My jaw drops open and I stand stark-staring at logic like that. And nobody analyzes it to the root of it. I haven't read her book -- which I ought to -- but I don't have a reason in the world to believe that she's going to cut to the chase like that. This is sort of peripheral: when she talks about "incredible rightness of FDR's war policy", I take her precisely at her word and think, "That's exactly right, you bloody dipshit: FDR's sweet indulgence of goddamned Stalin is fucking 'incredible', and I can point to almost half a century of Cold War as well as half a continent enslaved to prove it."
I look at the intellectual dullness everywhere around me -- like someone selling tax cuts on the principle of "higher revenues", for Christ's goddamned sake -- and nobody knows better than I do exactly what the challenge looks like.
"The withholding issue makes it so integrated and intertwined with people's real need to support themselves and loved ones (most living paycheck to paycheck) I don't see how you could even get a mass revolt off the ground even if people's values did swing towards valuing freedom more than safety at the expense of theft."Go read what I wrote at SOLO again.
Now, look: I could be dead wrong about this.
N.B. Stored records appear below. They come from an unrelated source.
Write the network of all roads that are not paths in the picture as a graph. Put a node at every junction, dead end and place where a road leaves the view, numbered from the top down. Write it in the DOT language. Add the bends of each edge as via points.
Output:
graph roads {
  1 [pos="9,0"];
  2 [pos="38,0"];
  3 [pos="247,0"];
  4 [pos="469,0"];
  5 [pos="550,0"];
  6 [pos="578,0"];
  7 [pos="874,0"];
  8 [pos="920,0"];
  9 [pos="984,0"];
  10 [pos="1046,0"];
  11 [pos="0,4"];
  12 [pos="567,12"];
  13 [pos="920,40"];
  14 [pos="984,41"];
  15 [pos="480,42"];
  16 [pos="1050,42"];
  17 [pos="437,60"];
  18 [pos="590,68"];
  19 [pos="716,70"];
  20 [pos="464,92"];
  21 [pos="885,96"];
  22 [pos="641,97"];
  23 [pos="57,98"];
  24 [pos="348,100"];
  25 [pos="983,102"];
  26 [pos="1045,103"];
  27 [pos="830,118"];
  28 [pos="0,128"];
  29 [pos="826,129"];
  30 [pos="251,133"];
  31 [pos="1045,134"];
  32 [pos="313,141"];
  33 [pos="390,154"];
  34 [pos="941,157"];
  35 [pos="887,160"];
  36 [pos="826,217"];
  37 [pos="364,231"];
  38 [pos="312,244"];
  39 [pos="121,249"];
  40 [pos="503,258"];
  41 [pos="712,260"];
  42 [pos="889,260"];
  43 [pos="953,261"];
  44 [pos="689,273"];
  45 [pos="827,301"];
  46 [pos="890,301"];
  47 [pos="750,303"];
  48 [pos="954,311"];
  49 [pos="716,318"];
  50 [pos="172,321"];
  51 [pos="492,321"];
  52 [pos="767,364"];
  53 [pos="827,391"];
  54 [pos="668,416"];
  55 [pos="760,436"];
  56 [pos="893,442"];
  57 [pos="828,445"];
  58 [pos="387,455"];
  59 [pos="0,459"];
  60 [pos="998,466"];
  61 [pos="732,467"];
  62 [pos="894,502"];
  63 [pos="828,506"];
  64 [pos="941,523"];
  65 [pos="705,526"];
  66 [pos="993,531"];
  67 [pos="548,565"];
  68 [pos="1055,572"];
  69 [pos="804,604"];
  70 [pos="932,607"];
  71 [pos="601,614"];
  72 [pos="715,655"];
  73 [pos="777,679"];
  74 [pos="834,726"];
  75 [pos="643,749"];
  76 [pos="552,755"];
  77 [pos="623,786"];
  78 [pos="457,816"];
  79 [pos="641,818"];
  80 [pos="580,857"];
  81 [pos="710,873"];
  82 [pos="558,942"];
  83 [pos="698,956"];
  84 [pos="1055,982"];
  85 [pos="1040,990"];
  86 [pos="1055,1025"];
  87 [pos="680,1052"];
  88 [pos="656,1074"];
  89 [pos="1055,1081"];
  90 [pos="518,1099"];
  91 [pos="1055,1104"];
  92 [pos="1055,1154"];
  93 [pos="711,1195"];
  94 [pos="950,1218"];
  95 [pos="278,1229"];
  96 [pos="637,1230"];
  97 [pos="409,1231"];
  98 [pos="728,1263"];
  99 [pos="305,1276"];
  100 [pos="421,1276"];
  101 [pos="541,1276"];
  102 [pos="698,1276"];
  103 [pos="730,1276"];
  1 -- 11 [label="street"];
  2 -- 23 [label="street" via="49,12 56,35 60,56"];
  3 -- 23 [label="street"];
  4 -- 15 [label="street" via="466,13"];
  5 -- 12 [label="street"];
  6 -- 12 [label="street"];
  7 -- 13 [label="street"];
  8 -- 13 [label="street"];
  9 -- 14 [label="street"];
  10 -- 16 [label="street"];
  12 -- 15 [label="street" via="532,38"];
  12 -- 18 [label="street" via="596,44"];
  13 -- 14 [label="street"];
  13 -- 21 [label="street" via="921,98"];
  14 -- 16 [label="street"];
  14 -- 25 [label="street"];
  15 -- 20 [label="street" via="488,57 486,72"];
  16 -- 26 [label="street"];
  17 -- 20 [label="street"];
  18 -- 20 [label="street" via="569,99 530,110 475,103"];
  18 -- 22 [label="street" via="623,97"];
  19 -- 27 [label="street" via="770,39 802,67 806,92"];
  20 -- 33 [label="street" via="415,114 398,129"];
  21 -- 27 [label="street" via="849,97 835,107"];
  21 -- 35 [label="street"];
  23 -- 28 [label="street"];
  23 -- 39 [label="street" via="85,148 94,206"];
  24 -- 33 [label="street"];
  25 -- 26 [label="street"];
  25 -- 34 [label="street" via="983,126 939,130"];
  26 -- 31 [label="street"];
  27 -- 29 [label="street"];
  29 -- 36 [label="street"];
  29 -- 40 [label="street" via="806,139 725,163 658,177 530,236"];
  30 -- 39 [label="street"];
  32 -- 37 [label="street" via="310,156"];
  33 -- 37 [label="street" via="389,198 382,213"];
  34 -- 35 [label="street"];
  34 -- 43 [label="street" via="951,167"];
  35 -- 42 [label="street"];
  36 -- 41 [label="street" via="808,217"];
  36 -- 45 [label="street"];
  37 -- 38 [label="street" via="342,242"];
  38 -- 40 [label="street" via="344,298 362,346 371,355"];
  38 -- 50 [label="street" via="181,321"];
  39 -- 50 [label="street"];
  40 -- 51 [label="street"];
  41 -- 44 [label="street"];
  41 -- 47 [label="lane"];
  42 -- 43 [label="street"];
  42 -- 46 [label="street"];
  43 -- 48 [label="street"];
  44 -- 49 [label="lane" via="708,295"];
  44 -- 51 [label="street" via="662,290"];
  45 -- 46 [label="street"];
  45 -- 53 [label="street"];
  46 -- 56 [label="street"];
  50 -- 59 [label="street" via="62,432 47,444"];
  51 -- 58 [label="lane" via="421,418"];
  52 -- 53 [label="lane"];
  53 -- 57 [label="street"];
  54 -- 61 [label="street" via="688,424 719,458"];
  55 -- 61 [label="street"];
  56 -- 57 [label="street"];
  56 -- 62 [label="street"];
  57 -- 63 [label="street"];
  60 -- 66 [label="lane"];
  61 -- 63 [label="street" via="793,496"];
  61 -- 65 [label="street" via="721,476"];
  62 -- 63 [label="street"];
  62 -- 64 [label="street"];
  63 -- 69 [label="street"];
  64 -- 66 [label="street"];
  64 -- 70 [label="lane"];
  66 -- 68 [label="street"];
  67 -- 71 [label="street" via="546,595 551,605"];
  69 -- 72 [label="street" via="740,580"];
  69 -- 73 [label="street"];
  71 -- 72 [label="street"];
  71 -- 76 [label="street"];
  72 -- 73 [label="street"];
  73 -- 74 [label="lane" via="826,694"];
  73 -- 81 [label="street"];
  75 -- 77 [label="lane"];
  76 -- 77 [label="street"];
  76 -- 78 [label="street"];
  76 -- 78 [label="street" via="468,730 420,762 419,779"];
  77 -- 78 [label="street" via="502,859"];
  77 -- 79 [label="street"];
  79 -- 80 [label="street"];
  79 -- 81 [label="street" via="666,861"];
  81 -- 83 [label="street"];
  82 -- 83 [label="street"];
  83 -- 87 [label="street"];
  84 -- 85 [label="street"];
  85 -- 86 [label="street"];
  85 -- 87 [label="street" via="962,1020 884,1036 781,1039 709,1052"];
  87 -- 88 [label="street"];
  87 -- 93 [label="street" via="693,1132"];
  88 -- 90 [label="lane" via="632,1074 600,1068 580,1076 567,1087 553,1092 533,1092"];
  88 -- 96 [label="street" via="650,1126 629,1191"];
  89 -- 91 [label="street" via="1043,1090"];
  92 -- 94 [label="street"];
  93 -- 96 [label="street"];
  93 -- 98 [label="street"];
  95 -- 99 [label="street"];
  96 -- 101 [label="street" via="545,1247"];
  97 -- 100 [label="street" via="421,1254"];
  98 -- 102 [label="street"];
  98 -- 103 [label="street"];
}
But even if I am, I want to know whether we really live in a culture of individuals who would explicitly endorse outright thievery on a bloody third-world scale if they could actually see that that's what it is. I don't think so. And I'm not about to put up with any sneering fucking John Kennedys (you know the one I'm talking about), or propeller-beanied Catallarchy-types when it comes to this. What I have in mind is to -- as I said at SOLO -- raise the abstraction to the level of perceptual concretes in front of people no longer accustomed to large-scale abstractions, and putting it to them very explicitly what they're involved with. I think that can be done with what I have in mind.
And I could be wrong: it might very well be that they would all shrug their shoulders and say, "Yup. That's how we want to live: at each others' expense." But I don't think you know that any better than anyone else, for the simple reason that almost none of them -- in general -- analyzes the thing to that fundamental contradiction.
Essentially, that's what I have it in mind to find out. What Martin Luther King did was to hold a similar ethical challenge up in front of American racism at law: "Is this what you really have in mind?" The fundamental goodness of Americans was chastened before that.
It might not be so in the case of this government living on what Americans give it so that it can go on to destroy other Americans (always remember Bastiat). They might just try to live that way, with explicit deliberation.
You know what?
Even if that were the case, rational people would have time to start preparing themselves for the utter disaster inevitable in such a case.
I'm talking about resolving the issue. Not evading it.